Task goal: Count every line in the following entries where the word "Emilio" appears. Give the count alone.

*** Entries shown ***

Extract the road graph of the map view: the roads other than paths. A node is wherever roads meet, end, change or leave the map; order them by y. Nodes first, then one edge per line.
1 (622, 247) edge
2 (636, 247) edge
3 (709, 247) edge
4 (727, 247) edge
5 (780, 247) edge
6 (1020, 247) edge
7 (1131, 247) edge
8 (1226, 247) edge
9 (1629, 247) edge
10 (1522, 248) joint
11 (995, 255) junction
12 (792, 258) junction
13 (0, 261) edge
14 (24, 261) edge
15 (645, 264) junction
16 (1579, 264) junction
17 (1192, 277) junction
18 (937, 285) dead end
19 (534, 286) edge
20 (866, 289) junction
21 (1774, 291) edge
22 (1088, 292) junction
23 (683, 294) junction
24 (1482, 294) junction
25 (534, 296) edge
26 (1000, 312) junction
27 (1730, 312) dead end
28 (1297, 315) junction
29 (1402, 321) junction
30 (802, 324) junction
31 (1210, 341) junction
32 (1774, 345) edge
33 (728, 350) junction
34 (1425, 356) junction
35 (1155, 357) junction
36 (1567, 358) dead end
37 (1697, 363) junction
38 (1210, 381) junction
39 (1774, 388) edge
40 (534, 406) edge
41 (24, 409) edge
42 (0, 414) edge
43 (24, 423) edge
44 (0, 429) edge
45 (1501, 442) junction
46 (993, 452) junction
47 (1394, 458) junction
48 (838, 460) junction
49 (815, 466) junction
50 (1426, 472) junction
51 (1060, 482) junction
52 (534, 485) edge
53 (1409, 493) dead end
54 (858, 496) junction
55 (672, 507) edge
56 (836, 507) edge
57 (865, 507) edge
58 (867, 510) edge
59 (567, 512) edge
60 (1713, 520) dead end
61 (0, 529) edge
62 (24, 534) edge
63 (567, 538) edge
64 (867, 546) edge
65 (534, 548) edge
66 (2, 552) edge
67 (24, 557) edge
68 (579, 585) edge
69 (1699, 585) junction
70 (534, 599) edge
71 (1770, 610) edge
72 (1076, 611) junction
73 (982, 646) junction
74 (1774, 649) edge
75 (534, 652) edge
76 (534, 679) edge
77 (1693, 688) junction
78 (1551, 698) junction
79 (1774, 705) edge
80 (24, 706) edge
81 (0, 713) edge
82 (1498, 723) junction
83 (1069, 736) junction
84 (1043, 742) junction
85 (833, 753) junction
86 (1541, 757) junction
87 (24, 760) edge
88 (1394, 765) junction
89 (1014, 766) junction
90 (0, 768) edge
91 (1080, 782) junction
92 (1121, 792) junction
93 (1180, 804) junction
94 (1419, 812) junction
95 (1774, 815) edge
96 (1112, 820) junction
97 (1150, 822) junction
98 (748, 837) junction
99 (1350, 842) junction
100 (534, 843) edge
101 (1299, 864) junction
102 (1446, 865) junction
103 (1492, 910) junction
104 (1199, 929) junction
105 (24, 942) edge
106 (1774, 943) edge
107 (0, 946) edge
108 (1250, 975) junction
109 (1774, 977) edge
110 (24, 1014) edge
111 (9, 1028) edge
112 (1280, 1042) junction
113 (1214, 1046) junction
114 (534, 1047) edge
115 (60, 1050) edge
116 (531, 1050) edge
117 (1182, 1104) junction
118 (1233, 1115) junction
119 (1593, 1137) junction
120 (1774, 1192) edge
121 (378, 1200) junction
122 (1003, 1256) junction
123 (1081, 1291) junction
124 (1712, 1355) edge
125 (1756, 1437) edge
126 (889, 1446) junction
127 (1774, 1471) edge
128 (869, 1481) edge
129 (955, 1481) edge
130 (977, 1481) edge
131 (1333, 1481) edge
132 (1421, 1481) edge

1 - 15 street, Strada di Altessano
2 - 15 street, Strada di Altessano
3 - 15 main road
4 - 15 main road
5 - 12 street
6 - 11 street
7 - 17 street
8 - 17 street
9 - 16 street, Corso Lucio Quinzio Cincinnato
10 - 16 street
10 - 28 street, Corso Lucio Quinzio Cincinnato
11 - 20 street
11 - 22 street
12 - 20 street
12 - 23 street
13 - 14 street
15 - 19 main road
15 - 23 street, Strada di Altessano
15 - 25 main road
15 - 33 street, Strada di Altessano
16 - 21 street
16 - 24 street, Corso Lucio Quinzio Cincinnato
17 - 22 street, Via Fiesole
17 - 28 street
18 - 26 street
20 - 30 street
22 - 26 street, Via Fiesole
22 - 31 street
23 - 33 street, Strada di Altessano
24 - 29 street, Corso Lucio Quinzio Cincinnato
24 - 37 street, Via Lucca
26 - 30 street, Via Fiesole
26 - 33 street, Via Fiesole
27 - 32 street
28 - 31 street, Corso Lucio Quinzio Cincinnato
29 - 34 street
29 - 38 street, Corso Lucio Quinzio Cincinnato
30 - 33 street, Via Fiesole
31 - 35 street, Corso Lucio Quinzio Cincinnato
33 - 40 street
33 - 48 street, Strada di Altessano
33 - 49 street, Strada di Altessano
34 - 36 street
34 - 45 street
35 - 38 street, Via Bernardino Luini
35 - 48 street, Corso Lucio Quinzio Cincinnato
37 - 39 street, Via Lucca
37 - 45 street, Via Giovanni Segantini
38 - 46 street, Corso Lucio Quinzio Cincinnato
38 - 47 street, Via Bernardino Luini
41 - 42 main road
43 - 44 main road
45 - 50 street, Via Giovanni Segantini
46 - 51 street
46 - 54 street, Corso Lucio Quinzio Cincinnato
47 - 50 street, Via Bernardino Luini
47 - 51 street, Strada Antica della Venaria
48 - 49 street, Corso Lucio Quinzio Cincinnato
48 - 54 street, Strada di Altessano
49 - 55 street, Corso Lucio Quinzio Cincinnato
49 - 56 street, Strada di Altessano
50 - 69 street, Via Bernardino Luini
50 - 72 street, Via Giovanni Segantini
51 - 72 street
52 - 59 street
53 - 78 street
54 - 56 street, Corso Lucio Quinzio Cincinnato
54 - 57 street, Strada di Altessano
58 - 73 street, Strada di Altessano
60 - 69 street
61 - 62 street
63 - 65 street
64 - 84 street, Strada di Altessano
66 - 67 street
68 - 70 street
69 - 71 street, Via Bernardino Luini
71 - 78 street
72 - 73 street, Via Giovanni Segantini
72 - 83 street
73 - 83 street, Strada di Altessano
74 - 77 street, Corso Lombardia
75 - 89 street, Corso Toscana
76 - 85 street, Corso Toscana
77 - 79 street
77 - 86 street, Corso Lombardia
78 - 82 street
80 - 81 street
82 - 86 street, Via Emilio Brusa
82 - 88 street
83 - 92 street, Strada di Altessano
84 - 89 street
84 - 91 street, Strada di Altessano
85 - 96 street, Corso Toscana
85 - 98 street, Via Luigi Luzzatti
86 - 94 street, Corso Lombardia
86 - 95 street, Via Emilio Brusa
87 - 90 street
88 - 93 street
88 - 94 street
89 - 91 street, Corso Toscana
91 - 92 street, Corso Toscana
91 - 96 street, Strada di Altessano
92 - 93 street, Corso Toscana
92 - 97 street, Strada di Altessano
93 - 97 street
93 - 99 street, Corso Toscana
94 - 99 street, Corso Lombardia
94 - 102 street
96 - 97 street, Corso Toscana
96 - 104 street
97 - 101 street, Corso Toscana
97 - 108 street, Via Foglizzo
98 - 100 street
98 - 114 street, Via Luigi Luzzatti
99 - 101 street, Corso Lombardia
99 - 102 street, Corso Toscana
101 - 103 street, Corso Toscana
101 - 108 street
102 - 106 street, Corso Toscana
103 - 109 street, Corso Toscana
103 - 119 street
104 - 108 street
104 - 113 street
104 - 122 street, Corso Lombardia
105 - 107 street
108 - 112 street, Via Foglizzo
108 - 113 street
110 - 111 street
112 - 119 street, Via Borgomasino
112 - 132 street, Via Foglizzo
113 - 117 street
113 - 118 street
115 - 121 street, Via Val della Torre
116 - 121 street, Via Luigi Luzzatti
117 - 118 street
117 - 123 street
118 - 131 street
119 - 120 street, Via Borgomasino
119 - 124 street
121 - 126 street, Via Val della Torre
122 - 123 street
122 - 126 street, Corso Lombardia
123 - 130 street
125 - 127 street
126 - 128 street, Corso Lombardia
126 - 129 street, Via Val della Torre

***

Exercise answer: 2